Print Fact SheetHaplothrips jasionis

Distinguishing features

Both sexes fully winged. Body, legs and antennae brown to dark brown, fore tarsi and base of antennal segment III yellowish; fore wing pale with base dark; major setae light brown. Antennae 8-segmented, segment III with 2 sense cones, IV with 4 sense cones; VIII weakly narrowed to base. Head longer than wide; maxillary stylets 50% of head width apart, retracted to postocular setae, maxillary bridge complete; postocular setae bluntly pointed, about as long as dorsal length of compound eye. Pronotum with only 2 pairs of major setae, with apices pointed, anteromarginal and anteroangular setae no larger than discal setae, also midlaterals; epimeral sutures complete; prosternal basantra present, mesopresternum eroded to paired lateral triangles, weakly connected medially. Fore wing constricted medially, with about 7 duplicated cilia; sub-basal setae arise in a line, with pointed apices. Tergite IX setae S1 pointed, about 0.5 as long as tube.
Male with no pore plate on sternite VIII; fore tarsal tooth present; tergite IX setae S2 short and stout; aedeagus apex similar to that of leucanthemi.

Related species

The genus Haplothrips is one of the three most species-rich genera of Thysanoptera, and currently includes about 245 species worldwide. Most of these species come from the Holarctic or the Old World tropics, with 80 listed from Europe and 14 from Britain. No Haplothrips species is known to be endemic to the Neotropics, although a few are native to southern South America (Mound & Zapater, 2003). Haplothrips species are largely phytophagous, particularly associated with the flowers of Asteraceae and Poaceae, but some are predatory (Mound & Minaei, 2007). Haplothrips jasionis is similar to helianthemi in having only two pairs of long major setae on the pronotum. Both species have the tube relatively long, but in jasionis the length of the tube is about 30% of the head length, whereas in helianthemi it is scarcely 25% of the head length.

Biological data

Breeding in the flowers of Jasione montana [Campanulaceae].

Distribution data

In Britain, recorded only from Hampshire and Carnarvon (Mound et al., 1976). Currently known only from a small number of central European countries, but it is probably more widespread across northern Europe together with its host plant.

Family name


Species name

Haplothrips jasionis Priesner

Original name and synonyms

Haplothrips jasionis Priesner, 1950: 73


Mound LA & Minaei K (2007) Australian insects of the Haplothrips lineage (Thysanoptera – Phlaeothripinae). Journal of Natural History 41: 2919–2978.
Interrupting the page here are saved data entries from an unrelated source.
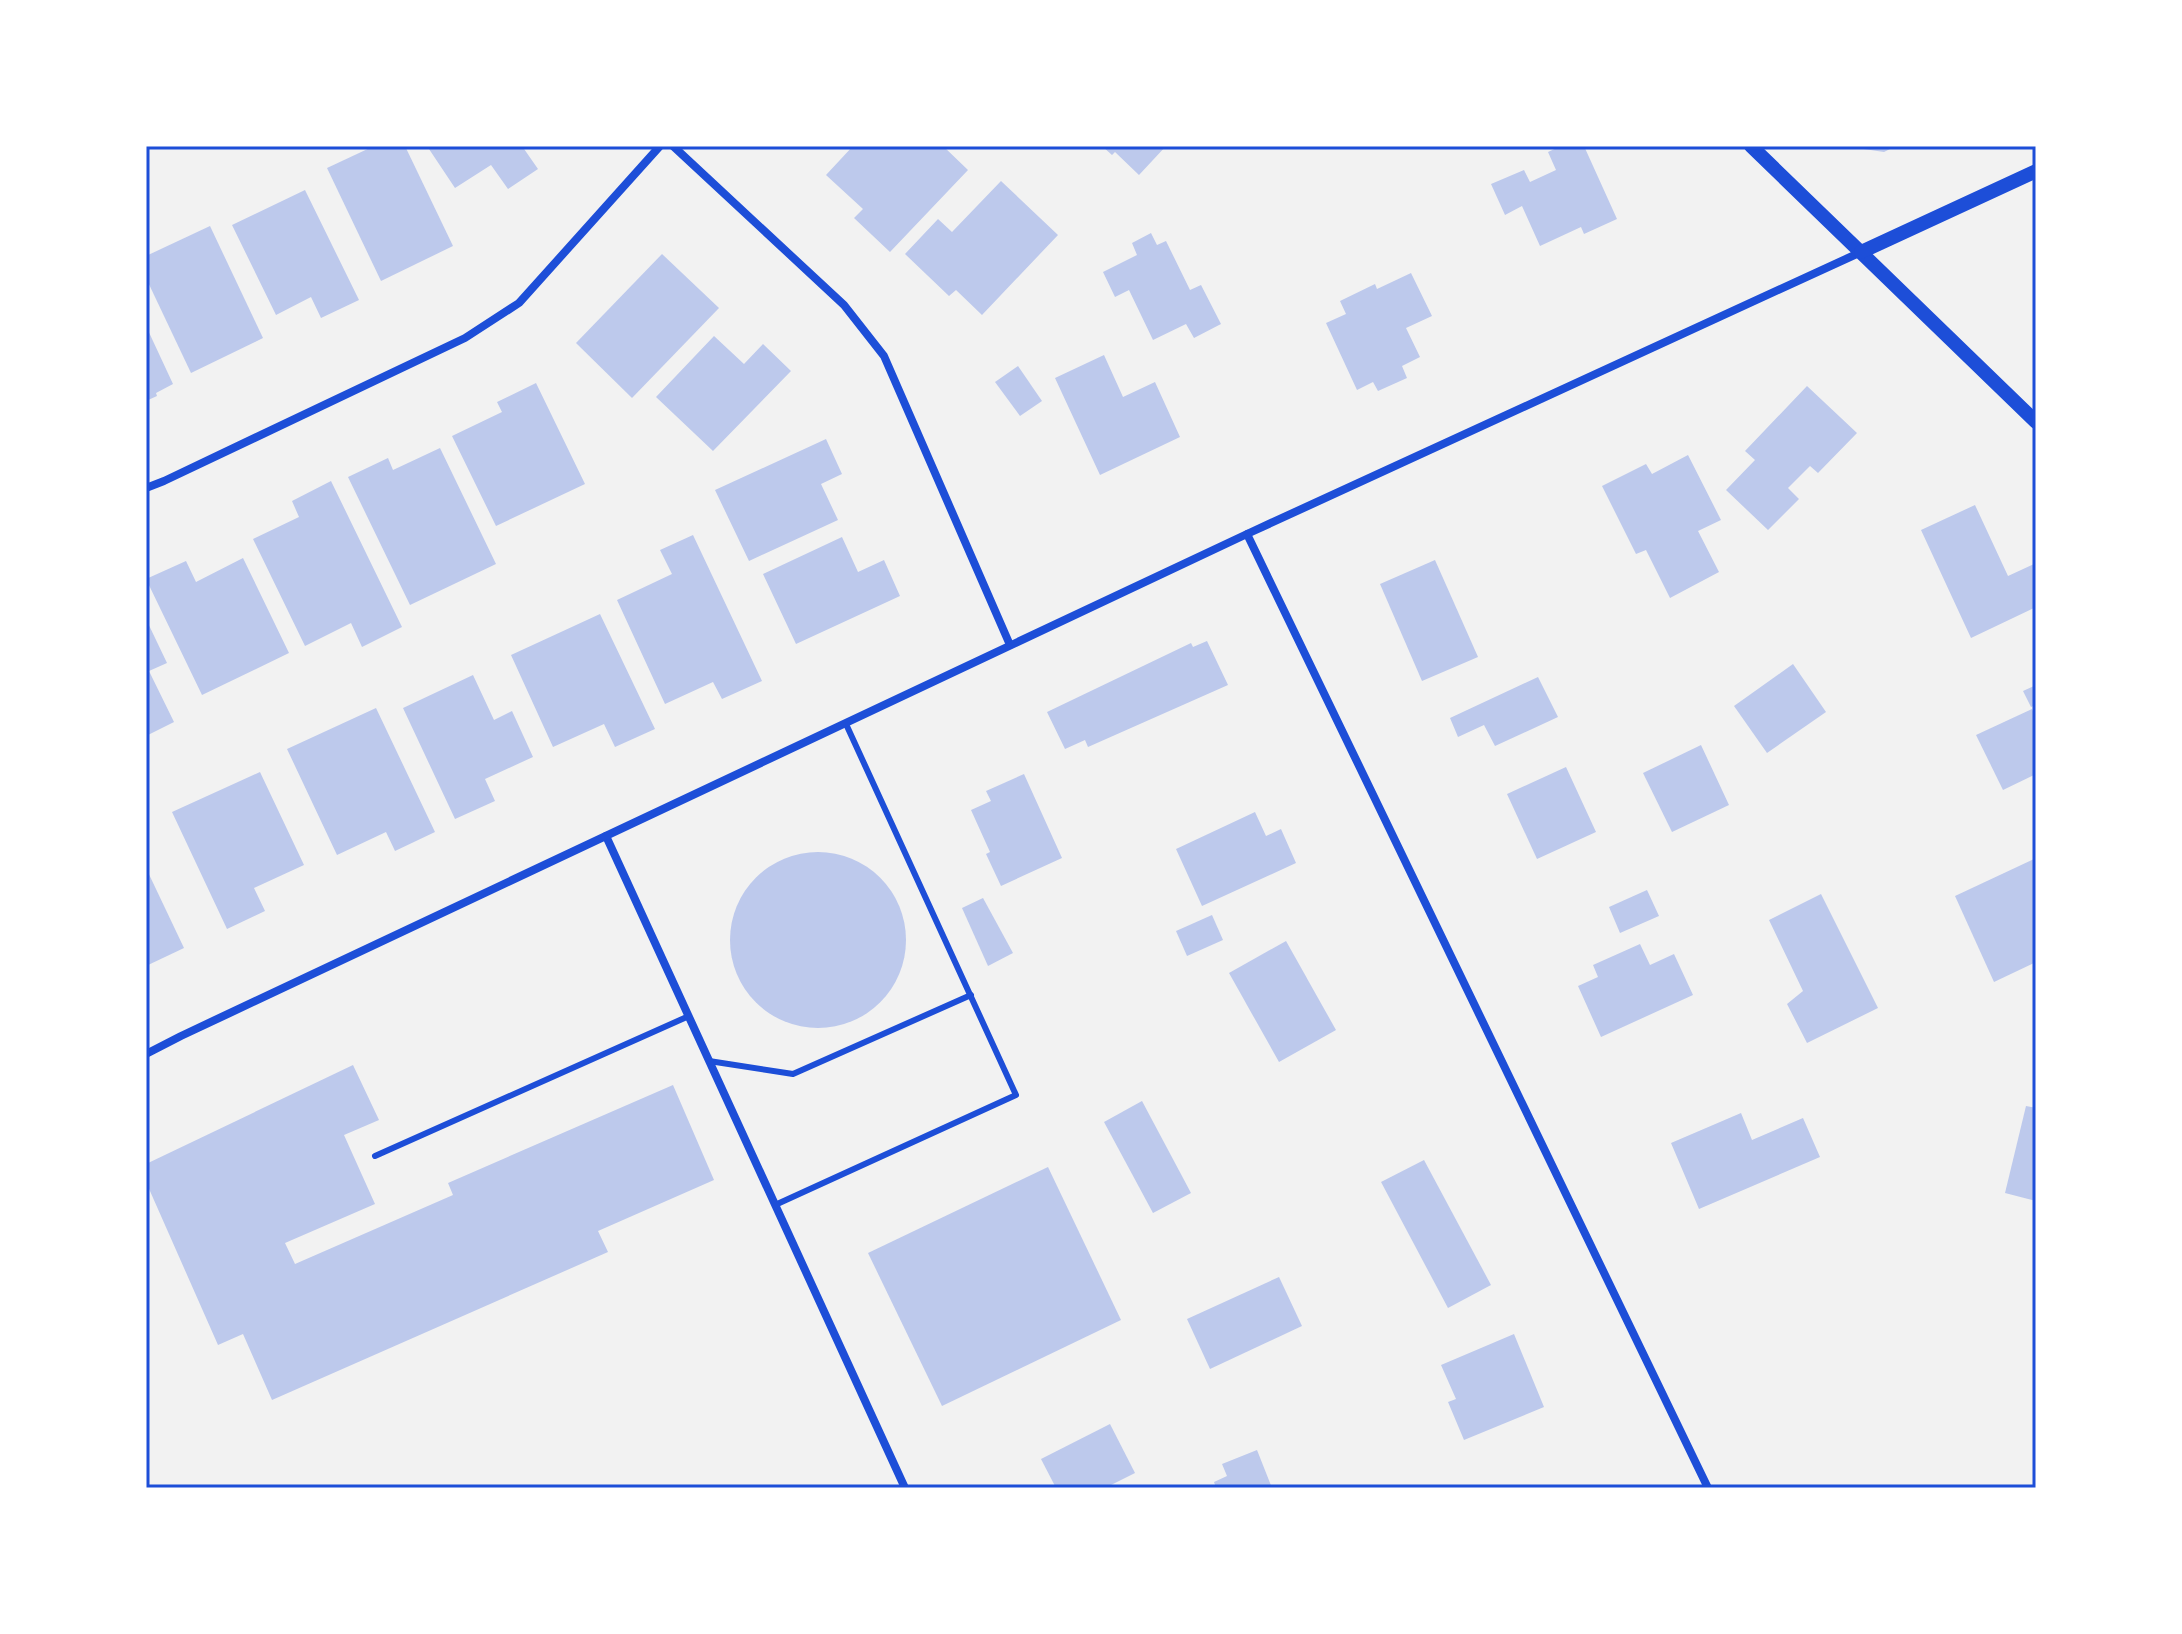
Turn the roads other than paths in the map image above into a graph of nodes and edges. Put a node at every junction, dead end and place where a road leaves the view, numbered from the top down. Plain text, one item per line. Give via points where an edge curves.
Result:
1 (660, 146) edge
2 (673, 146) edge
3 (1751, 146) edge
4 (2036, 171) edge
5 (1861, 252) junction
6 (2036, 422) edge
7 (146, 488) edge
8 (1247, 534) junction
9 (1010, 645) junction
10 (846, 724) junction
11 (606, 836) junction
12 (971, 995) junction
13 (689, 1016) junction
14 (146, 1054) edge
15 (709, 1061) junction
16 (375, 1156) dead end
17 (775, 1205) junction
18 (905, 1488) edge
19 (1708, 1488) edge

1 - 7 street via 519,303 465,338
2 - 9 street via 844,305 884,356
3 - 5 street
4 - 5 street
5 - 6 street
5 - 8 street
8 - 9 street
8 - 19 street
9 - 10 street
10 - 11 street
10 - 12 lane
11 - 13 street
11 - 14 street
12 - 15 lane via 793,1074
12 - 17 lane via 1016,1095
13 - 15 street
13 - 16 lane
15 - 17 street
17 - 18 street

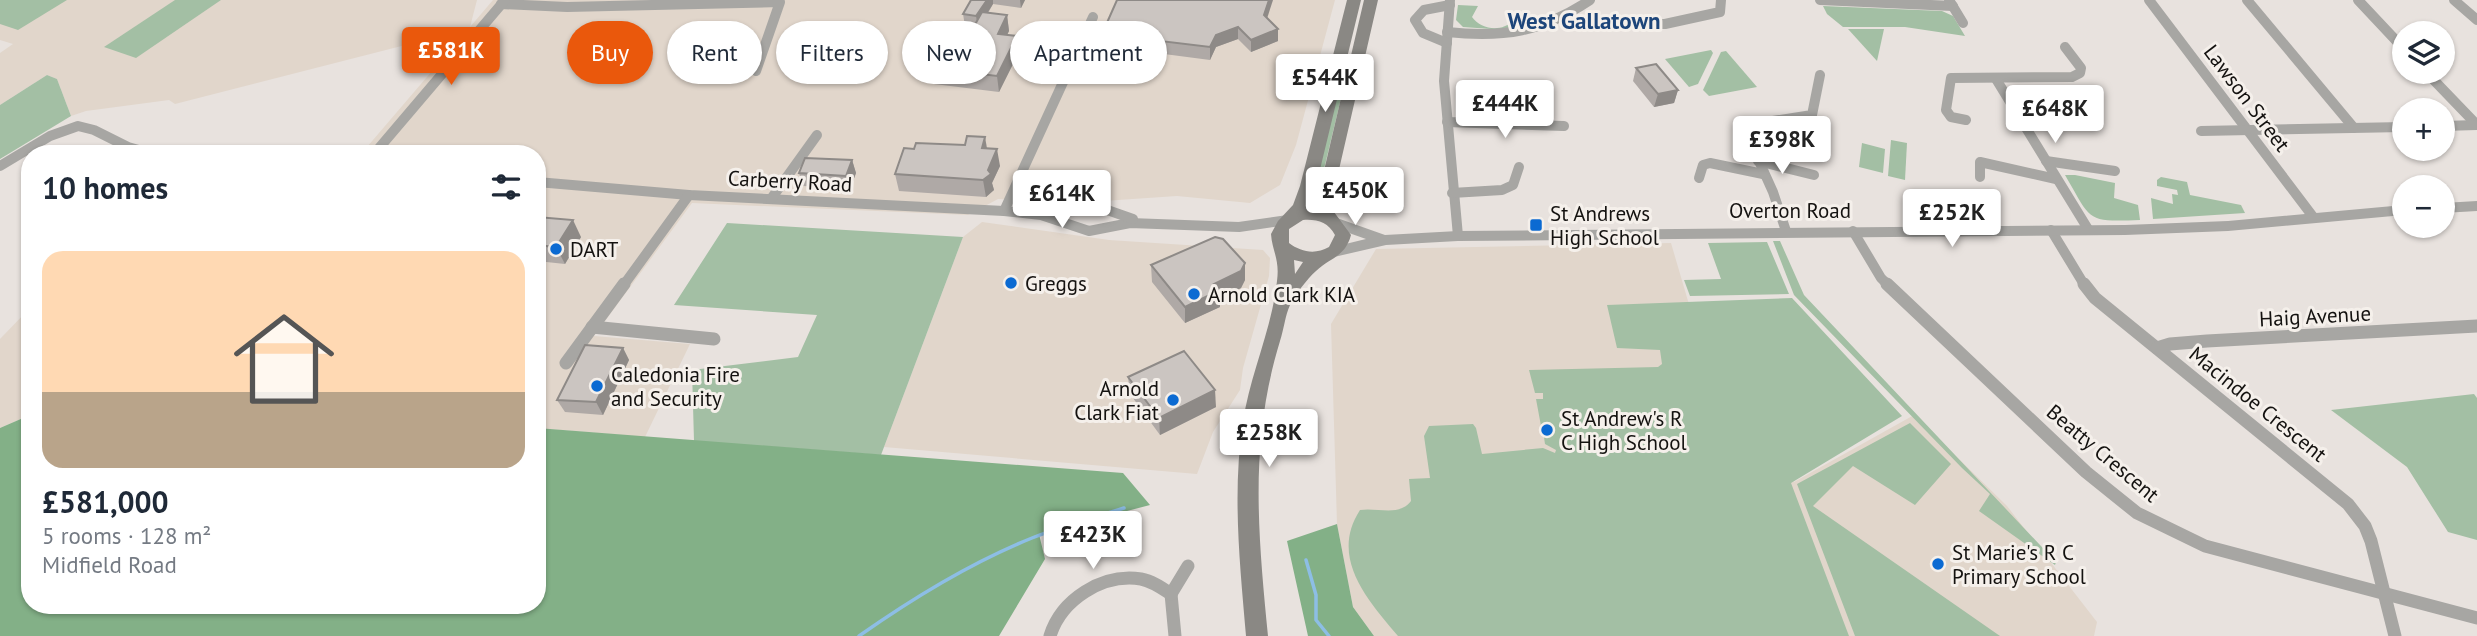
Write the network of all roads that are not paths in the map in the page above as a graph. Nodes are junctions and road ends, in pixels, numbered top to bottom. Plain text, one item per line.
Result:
1 (1354, 0) edge
2 (1371, 0) edge
3 (1590, 0) edge
4 (1721, 0) edge
5 (1820, 0) edge
6 (2149, 0) edge
7 (2247, 0) edge
8 (2358, 0) edge
9 (2454, 0) edge
10 (503, 2) edge
11 (1450, 3) edge
12 (1951, 3) edge
13 (1093, 17) dead end
14 (2477, 20) edge
15 (1963, 23) dead end
16 (1650, 24) dead end
17 (2392, 36) edge
18 (1447, 38) junction
19 (2065, 47) dead end
20 (762, 54) edge
21 (1820, 75) dead end
22 (1996, 79) junction
23 (2438, 84) edge
24 (1966, 120) dead end
25 (1447, 122) junction
26 (2477, 125) edge
27 (1564, 126) dead end
28 (2455, 126) edge
29 (2392, 127) edge
30 (2354, 128) junction
31 (2248, 130) junction
32 (2201, 131) dead end
33 (817, 135) dead end
34 (35, 145) edge
35 (122, 145) edge
36 (382, 145) edge
37 (21, 153) edge
38 (1758, 161) junction
39 (2046, 161) junction
40 (0, 166) edge
41 (1519, 167) dead end
42 (2115, 171) dead end
43 (1763, 174) junction
44 (1814, 174) dead end
45 (1980, 177) dead end
46 (1699, 178) dead end
47 (2056, 179) junction
48 (546, 183) edge
49 (1452, 193) junction
50 (689, 195) junction
51 (771, 199) junction
52 (2477, 206) edge
53 (2455, 207) edge
54 (1079, 210) junction
55 (1004, 211) junction
56 (1108, 211) junction
57 (2392, 212) edge
58 (1041, 215) junction
59 (1291, 218) junction
60 (2314, 218) junction
61 (1334, 221) junction
62 (1148, 222) junction
63 (1105, 226) junction
64 (1078, 227) junction
65 (1238, 227) junction
66 (2088, 229) junction
67 (2051, 230) junction
68 (1786, 231) junction
69 (1853, 231) junction
70 (1458, 236) junction
71 (1386, 240) junction
72 (1284, 247) junction
73 (1329, 254) junction
74 (1284, 300) junction
75 (2477, 326) edge
76 (592, 327) junction
77 (714, 339) dead end
78 (2157, 348) junction
79 (566, 363) dead end
80 (1188, 566) dead end
81 (1171, 594) junction
82 (2384, 594) junction
83 (2477, 618) edge
84 (1049, 636) edge
85 (1175, 636) edge
86 (1257, 636) edge
87 (2395, 636) edge

1 - 59 main road
2 - 61 main road
3 - 18 street
4 - 16 street
5 - 12 street
6 - 31 street, Lawson Street
7 - 30 street
8 - 17 street
9 - 14 street
10 - 20 street
10 - 36 street
11 - 18 street
11 - 18 street
12 - 15 street
13 - 55 street
18 - 25 street
19 - 22 street
21 - 38 street
22 - 24 street
22 - 39 street
23 - 26 street
25 - 27 street
25 - 49 street
26 - 28 street
29 - 30 street
30 - 31 street
31 - 32 street
31 - 60 street, Lawson Street
33 - 51 street
34 - 35 street
37 - 40 street
38 - 43 street
38 - 44 street
39 - 42 street
39 - 47 street
41 - 49 street
43 - 46 street
43 - 68 street
45 - 47 street
47 - 66 street
48 - 50 street, Carberry Road
49 - 70 street
50 - 51 street, Carberry Road
50 - 76 street
51 - 55 street, Carberry Road
52 - 53 street
54 - 56 street, Carberry Road
54 - 58 street, Carberry Road
54 - 64 street
55 - 58 street, Carberry Road
56 - 62 street, Carberry Road
56 - 63 street
57 - 60 street, Overton Road
58 - 64 street, Carberry Road
59 - 61 main road
59 - 65 street, Carberry Road
59 - 72 main road
60 - 66 street, Overton Road
61 - 71 street, Overton Road
61 - 73 main road
62 - 63 street, Carberry Road
62 - 65 street, Carberry Road
63 - 64 street, Carberry Road
65 - 72 street, Carberry Road
66 - 67 street, Overton Road
67 - 69 street, Overton Road
67 - 78 street, Macindoe Crescent
68 - 69 street, Overton Road
68 - 70 street, Overton Road
69 - 82 street, Beatty Crescent
70 - 71 street, Overton Road
71 - 73 street, Overton Road
72 - 73 main road
72 - 74 main road
73 - 74 main road
74 - 86 main road
75 - 78 street, Haig Avenue
76 - 77 street
76 - 79 street
78 - 82 street, Macindoe Crescent
80 - 81 street
81 - 84 street
81 - 85 street
82 - 83 street, Beatty Crescent
82 - 87 street, Macindoe Crescent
Mound LA, Morison GD, Pitkin BR & Palmer JM (1976) Thysanoptera. Handbooks for the Identification of British Insects 1 (11): 1–79.

Mound LA & Zapater MC (2003) South American Haplothrips species (Thysanoptera, Phlaeothripidae), with a new species of biological control interest to Australia against weedy Heliotropium amplexicaule (Boraginaceae). Neotropical Entomology 32: 437–442.